From the first line to the last, restate the data exactly, leaving out the images.
========
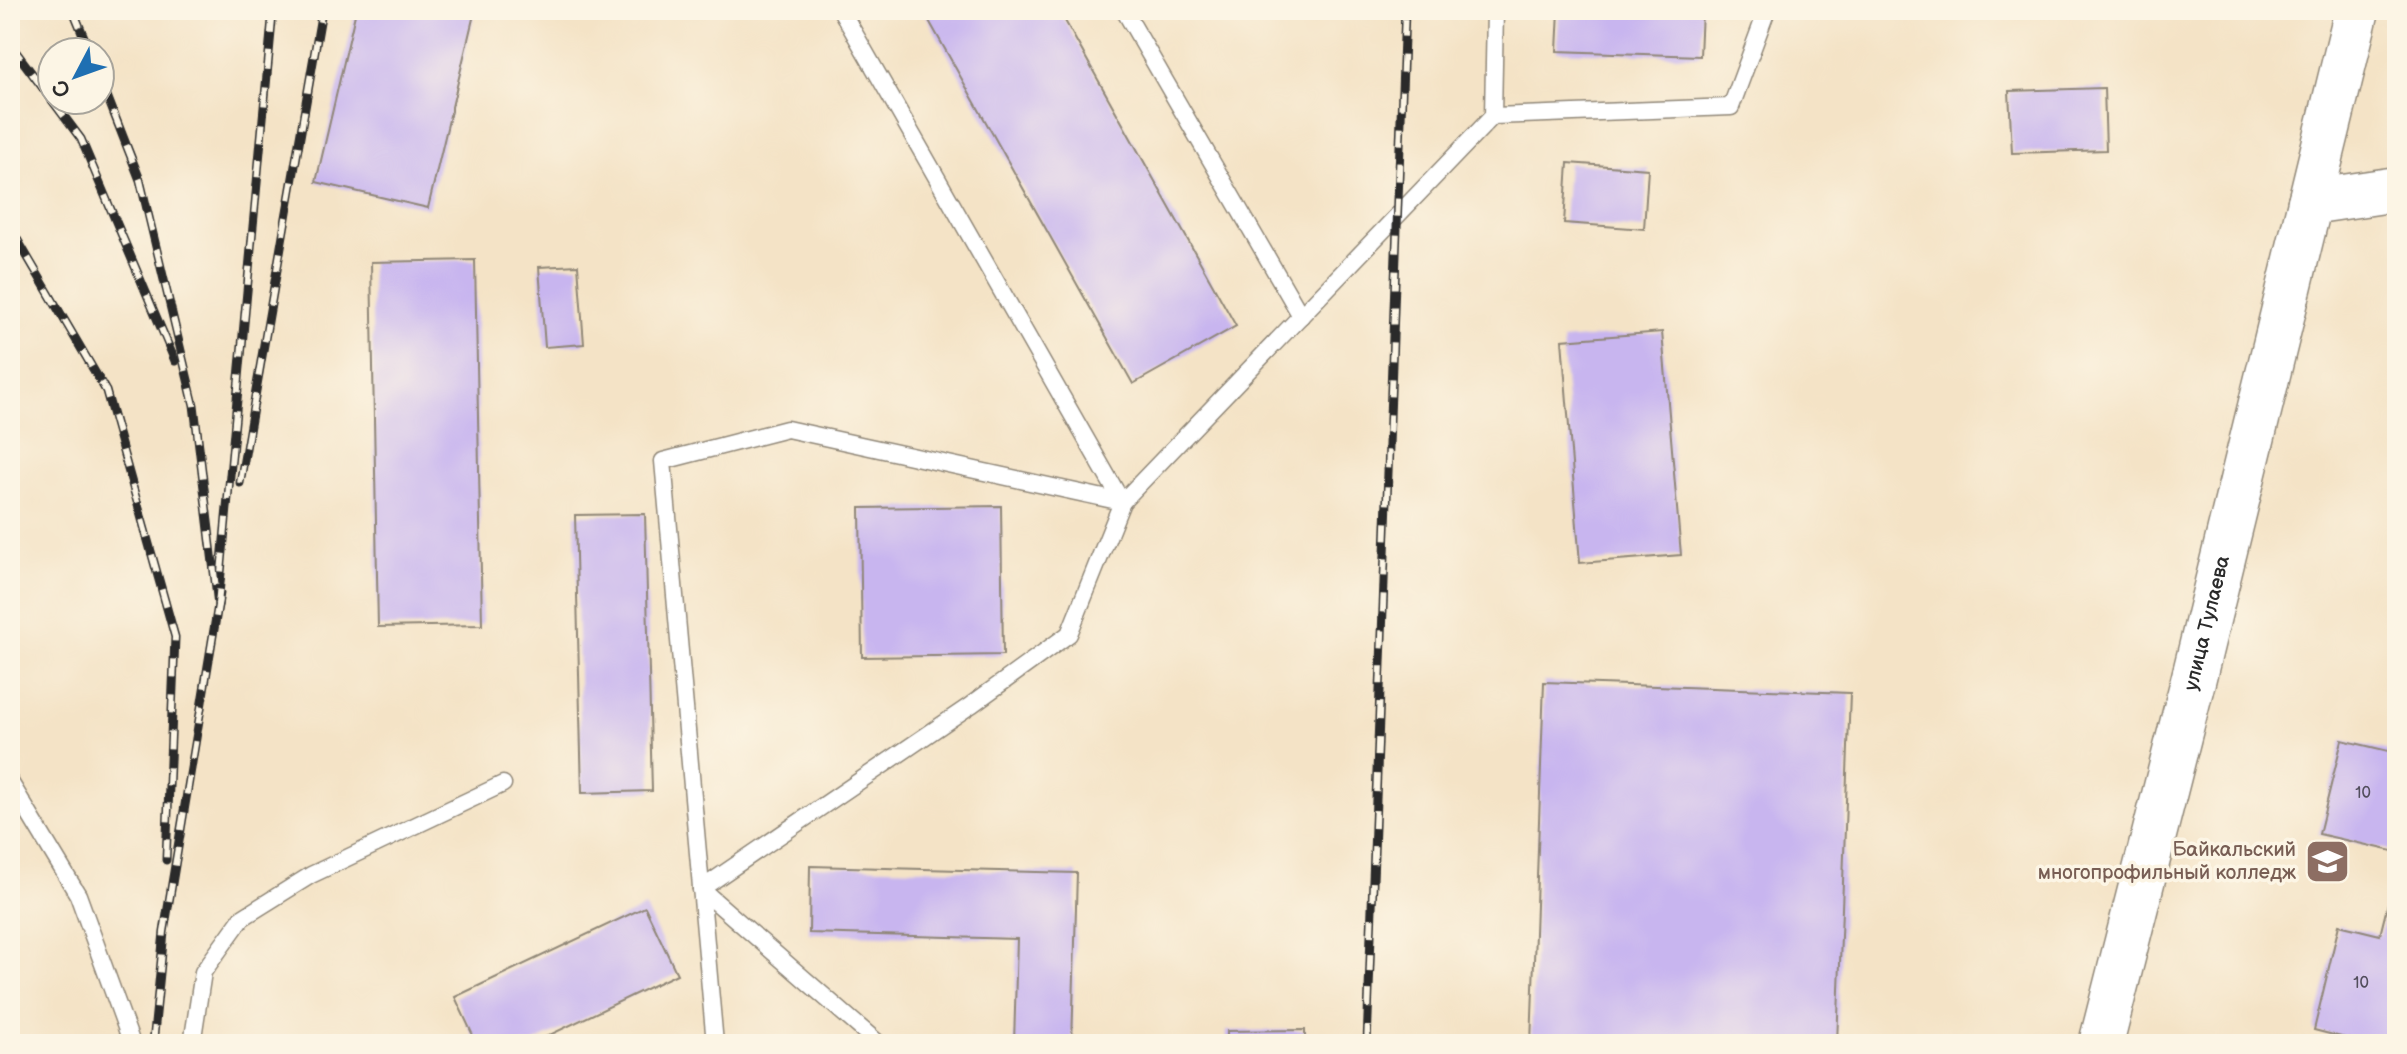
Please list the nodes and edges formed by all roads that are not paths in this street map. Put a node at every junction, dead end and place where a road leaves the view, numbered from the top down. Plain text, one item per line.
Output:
1 (841, 10) edge
2 (1124, 10) edge
3 (1495, 10) edge
4 (1767, 10) edge
5 (2357, 10) edge
6 (1493, 116) junction
7 (2397, 189) edge
8 (2310, 202) junction
9 (1301, 316) junction
10 (1122, 502) junction
11 (10, 782) edge
12 (503, 784) dead end
13 (701, 889) junction
14 (132, 1044) edge
15 (192, 1044) edge
16 (715, 1044) edge
17 (879, 1044) edge
18 (2101, 1044) edge

1 - 10 lane
2 - 9 lane
3 - 6 lane
4 - 6 lane
5 - 8 main road, улица Тулаева
6 - 9 lane
7 - 8 main road
8 - 18 main road, улица Тулаева
9 - 10 lane
10 - 13 lane
10 - 13 lane
11 - 14 lane
12 - 15 lane
13 - 16 lane
13 - 17 lane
========
## Result for this task:
Please list the nodes and edges formed by all roads that are not paths in this street map. Put a node at every junction, dead end and place where a road leaves the view, numbered from the top down. Plain text, one item per line.
Output:
1 (841, 10) edge
2 (1124, 10) edge
3 (1495, 10) edge
4 (1767, 10) edge
5 (2357, 10) edge
6 (1493, 116) junction
7 (2397, 189) edge
8 (2310, 202) junction
9 (1301, 316) junction
10 (1122, 502) junction
11 (10, 782) edge
12 (503, 784) dead end
13 (701, 889) junction
14 (132, 1044) edge
15 (192, 1044) edge
16 (715, 1044) edge
17 (879, 1044) edge
18 (2101, 1044) edge

1 - 10 lane
2 - 9 lane
3 - 6 lane
4 - 6 lane
5 - 8 main road, улица Тулаева
6 - 9 lane
7 - 8 main road
8 - 18 main road, улица Тулаева
9 - 10 lane
10 - 13 lane
10 - 13 lane
11 - 14 lane
12 - 15 lane
13 - 16 lane
13 - 17 lane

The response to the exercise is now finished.